Not before the mid-nineteenth century was music ordinarily composed expressly for this combination of instruments. Although such classical-era composers as Luigi Boccherini composed quintets for piano and string quartet, it was more common in this period for the piano to be joined by violin, viola, cello and double bass. The Piano Quintet in f minor, Op. 41, of Jan Ladislav Dussek (1799) is an early example of a piano quintet written for piano, violin, viola, cello, and double bass; other works for the combination were composed by Johann Nepomuk Hummel (1802, 1816), Ferdinand Ries (1817), Franz Schubert (the "Trout" Quintet, 1819), Johann Baptist Cramer (1825, 1832), Henri Jean Rigel (1826), Johann Peter Pixis (ca.1827), Franz Limmer (1832), Louise Farrenc (1839, 1840), and George Onslow (1846, 1848, 1849).
Mozart (1784) and Beethoven (1796) each composed a piano and winds quintet scored for piano, oboe, clarinet, horn, and bassoon.
Schumann and the Romantic piano quintet
Not until the middle of the 19th century did Robert Schumann's Piano Quintet in E♭ major, Op. 44 (1842) firmly establish music for piano and string quartet as a significant, and quintessentially Romantic, chamber music genre.
By 1842, the string quartet had evolved into the most important chamber music ensemble, and advances in the design of the piano had expanded its power and dynamic range. Bringing the piano and string quartet together, Schumann's Piano Quintet took full advantage of the expressive possibilities of these forces in combination, alternating conversational passages between the five instruments with concertante passages in which the combined forces of the strings are massed against the piano. In Schumann's hands, the piano quintet became a genre "suspended between private and public spheres" alternating between "quasi-symphonic and more properly chamber-like elements."
Schumann's quintet was immediately acclaimed and widely imitated. Johannes Brahms was persuaded by Clara Schumann to rework a sonata for two pianos as a piano quintet. The result, the Piano Quintet in F minor (1864), is one of the most frequently performed works of the genre.

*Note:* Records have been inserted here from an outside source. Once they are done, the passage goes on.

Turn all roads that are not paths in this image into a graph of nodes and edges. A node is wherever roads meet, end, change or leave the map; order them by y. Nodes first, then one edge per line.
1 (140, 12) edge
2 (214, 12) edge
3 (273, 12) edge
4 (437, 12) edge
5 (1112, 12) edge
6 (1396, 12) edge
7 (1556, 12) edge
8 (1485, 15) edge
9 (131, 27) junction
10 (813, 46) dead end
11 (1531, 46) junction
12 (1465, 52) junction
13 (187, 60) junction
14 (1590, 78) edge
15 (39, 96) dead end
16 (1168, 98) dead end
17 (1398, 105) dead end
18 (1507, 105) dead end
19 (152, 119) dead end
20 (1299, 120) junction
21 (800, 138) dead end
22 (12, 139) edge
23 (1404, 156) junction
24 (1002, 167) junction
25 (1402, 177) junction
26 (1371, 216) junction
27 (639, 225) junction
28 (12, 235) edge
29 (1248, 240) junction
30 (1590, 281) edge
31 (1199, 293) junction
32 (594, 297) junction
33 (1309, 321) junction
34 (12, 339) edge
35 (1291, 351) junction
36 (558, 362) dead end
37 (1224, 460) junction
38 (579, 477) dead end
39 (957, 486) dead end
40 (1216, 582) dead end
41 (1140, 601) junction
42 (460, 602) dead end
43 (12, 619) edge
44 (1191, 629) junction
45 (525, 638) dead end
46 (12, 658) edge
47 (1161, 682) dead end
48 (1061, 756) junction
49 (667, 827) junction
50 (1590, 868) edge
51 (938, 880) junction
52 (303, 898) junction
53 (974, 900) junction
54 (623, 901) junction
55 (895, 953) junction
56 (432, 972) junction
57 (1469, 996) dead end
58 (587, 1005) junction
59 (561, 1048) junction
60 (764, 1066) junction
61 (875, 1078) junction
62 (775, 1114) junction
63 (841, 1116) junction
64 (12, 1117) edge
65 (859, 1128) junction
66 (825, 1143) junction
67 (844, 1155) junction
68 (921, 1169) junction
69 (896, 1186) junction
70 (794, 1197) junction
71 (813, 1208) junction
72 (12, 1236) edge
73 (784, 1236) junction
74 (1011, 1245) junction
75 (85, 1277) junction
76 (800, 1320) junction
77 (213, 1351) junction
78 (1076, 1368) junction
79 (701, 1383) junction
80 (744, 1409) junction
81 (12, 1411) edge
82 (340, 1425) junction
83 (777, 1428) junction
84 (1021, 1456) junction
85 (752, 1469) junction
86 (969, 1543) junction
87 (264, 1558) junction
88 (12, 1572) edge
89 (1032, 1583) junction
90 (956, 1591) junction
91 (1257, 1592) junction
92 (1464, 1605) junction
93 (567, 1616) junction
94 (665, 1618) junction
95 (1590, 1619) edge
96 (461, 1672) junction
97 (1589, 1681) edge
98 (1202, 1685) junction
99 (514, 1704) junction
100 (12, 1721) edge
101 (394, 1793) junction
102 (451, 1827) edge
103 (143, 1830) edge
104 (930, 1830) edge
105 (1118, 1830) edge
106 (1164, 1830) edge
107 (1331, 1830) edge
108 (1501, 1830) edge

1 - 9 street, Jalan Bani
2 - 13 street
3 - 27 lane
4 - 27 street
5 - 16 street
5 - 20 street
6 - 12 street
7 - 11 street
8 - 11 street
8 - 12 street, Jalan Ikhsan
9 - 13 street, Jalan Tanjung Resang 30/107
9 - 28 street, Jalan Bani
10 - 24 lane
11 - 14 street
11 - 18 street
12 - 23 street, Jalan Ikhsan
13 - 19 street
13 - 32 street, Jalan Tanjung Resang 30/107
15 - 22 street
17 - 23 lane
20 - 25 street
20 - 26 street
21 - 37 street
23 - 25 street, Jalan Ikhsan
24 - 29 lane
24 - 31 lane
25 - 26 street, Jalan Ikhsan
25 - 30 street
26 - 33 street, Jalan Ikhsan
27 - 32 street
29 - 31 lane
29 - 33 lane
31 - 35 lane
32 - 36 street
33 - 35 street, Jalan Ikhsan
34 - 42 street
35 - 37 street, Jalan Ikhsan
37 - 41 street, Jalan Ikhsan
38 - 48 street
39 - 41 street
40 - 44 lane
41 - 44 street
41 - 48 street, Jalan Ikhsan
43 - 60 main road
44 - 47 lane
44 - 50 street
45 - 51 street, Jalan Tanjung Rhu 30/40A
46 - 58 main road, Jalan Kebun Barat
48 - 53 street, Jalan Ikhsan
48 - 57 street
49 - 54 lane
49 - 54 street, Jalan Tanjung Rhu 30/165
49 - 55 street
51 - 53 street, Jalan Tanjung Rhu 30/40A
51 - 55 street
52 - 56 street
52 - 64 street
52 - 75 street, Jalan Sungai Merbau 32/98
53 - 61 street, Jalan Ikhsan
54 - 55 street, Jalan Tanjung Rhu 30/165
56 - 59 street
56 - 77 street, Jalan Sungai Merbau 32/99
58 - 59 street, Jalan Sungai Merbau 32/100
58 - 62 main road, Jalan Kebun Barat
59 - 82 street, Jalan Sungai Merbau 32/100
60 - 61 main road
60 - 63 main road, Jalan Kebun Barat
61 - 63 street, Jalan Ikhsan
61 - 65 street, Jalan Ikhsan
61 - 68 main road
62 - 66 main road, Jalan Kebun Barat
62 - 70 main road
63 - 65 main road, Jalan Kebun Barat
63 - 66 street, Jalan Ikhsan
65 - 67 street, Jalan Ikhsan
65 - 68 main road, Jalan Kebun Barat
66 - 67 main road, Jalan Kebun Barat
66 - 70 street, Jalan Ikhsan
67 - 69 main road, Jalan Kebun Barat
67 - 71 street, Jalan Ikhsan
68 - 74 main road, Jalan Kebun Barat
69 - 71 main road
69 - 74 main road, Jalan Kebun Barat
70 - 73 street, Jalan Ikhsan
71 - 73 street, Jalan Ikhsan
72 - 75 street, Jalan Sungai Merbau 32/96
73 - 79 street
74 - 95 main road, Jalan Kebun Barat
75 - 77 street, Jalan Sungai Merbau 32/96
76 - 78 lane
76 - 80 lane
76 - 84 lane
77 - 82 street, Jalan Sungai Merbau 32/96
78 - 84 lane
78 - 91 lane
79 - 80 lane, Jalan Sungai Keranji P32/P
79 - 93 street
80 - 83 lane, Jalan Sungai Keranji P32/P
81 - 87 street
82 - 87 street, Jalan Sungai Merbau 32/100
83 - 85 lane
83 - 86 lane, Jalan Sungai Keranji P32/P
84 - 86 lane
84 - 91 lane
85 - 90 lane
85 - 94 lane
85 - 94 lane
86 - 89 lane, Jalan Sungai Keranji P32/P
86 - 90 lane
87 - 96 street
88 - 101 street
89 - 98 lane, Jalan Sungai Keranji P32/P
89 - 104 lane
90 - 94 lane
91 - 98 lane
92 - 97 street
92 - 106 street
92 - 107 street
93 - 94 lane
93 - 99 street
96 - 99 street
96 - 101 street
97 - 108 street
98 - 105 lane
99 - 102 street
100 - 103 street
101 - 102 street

In the first half of the twentieth-century, significant piano quintets were produced by such composers as Sergei Taneyev, Gabriel Fauré, Edward Elgar and Dmitri Shostakovich. However, unlike the string quartet, which remained an important genre for twentieth-century composers, the piano quintet came to acquire "a somewhat conservative profile, far from major developments" in musical expression.
List of compositions for piano quintet
The following is a partial list of compositions for piano quintet. All works are scored for piano and string quartet unless otherwise noted.
1900 and after
- Stowell, Robin. The Cambridge Companion to the String Quartet, p. 324.
- The quintets for piano, oboe, clarinet, horn, and bassoon composed by Mozart and Beethoven are usually described as "quintets for piano and winds" so as to distinguish them from compositions for piano and four strings.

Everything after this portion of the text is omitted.